---------- Data under study ----------

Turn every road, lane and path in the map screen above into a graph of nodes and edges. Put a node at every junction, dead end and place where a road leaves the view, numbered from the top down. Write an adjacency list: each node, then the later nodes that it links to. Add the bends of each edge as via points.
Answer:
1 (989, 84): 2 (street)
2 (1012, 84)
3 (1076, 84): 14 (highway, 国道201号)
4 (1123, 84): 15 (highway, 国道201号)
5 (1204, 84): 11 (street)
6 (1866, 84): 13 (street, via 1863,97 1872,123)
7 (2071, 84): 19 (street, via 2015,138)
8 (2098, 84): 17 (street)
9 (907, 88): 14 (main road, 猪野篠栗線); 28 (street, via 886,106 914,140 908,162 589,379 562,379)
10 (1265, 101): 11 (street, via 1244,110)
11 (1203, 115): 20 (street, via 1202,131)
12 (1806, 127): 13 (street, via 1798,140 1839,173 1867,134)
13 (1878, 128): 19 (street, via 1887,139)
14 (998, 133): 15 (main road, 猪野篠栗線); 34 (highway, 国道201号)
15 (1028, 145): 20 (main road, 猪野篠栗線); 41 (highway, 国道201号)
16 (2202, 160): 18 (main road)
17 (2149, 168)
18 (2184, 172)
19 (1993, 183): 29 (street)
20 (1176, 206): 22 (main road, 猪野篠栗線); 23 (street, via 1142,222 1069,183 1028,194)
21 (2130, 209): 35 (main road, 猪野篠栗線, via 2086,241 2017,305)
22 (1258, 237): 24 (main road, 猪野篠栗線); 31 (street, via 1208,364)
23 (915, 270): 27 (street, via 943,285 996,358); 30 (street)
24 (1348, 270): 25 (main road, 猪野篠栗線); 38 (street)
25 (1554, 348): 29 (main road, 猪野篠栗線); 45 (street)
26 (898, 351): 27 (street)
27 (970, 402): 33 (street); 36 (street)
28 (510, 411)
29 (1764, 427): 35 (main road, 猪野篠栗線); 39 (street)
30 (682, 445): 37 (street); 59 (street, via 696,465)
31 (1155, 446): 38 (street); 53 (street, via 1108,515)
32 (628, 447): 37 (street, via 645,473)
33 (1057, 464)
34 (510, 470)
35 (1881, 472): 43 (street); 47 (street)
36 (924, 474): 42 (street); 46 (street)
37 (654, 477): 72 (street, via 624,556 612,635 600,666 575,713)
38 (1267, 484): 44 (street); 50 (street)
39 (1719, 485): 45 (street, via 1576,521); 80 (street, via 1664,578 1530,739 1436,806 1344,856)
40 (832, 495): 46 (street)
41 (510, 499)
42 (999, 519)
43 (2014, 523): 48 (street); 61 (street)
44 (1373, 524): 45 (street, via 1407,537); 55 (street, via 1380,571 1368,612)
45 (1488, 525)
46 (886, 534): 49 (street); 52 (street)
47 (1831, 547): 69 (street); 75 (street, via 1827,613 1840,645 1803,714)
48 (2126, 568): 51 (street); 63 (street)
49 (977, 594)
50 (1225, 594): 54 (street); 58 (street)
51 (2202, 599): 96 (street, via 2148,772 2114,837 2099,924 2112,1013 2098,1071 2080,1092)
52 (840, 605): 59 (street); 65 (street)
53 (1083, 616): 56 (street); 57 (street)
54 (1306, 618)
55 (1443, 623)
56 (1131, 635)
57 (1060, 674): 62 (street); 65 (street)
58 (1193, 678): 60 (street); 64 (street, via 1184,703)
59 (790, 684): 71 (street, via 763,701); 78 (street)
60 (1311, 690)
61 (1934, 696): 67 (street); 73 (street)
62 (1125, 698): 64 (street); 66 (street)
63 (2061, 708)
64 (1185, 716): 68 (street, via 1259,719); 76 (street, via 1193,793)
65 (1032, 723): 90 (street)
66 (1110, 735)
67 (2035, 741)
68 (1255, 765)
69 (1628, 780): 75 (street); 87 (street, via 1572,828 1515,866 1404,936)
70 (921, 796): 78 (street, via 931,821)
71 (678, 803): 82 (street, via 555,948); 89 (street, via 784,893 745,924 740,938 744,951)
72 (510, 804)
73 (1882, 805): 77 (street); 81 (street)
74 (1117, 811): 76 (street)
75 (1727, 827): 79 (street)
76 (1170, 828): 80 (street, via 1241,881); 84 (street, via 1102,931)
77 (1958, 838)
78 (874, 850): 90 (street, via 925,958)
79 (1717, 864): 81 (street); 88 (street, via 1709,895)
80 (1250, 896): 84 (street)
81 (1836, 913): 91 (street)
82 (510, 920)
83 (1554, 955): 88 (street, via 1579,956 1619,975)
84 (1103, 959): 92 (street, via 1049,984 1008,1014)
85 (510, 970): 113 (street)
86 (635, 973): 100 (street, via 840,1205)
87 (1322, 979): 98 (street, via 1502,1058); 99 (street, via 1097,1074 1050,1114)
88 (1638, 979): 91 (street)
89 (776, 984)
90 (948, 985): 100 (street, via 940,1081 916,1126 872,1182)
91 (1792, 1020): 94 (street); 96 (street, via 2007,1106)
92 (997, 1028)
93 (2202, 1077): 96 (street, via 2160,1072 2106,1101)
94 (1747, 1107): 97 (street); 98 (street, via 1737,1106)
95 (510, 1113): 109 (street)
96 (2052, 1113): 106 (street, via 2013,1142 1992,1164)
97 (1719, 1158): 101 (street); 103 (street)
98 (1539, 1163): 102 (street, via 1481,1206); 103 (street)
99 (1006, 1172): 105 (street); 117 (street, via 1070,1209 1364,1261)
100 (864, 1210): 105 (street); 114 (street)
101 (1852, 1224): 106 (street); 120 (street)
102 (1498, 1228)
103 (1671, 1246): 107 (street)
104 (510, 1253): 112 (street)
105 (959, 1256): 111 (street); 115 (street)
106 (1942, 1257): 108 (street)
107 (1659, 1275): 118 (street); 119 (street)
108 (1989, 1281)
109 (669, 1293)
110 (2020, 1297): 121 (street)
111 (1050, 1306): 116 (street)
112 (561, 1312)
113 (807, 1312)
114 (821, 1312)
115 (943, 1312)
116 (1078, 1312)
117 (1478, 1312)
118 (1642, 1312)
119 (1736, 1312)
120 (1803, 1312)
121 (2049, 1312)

----------

# Exercise instructions
Total lines with "main" in the records above: report that figure alone.

# Response area
10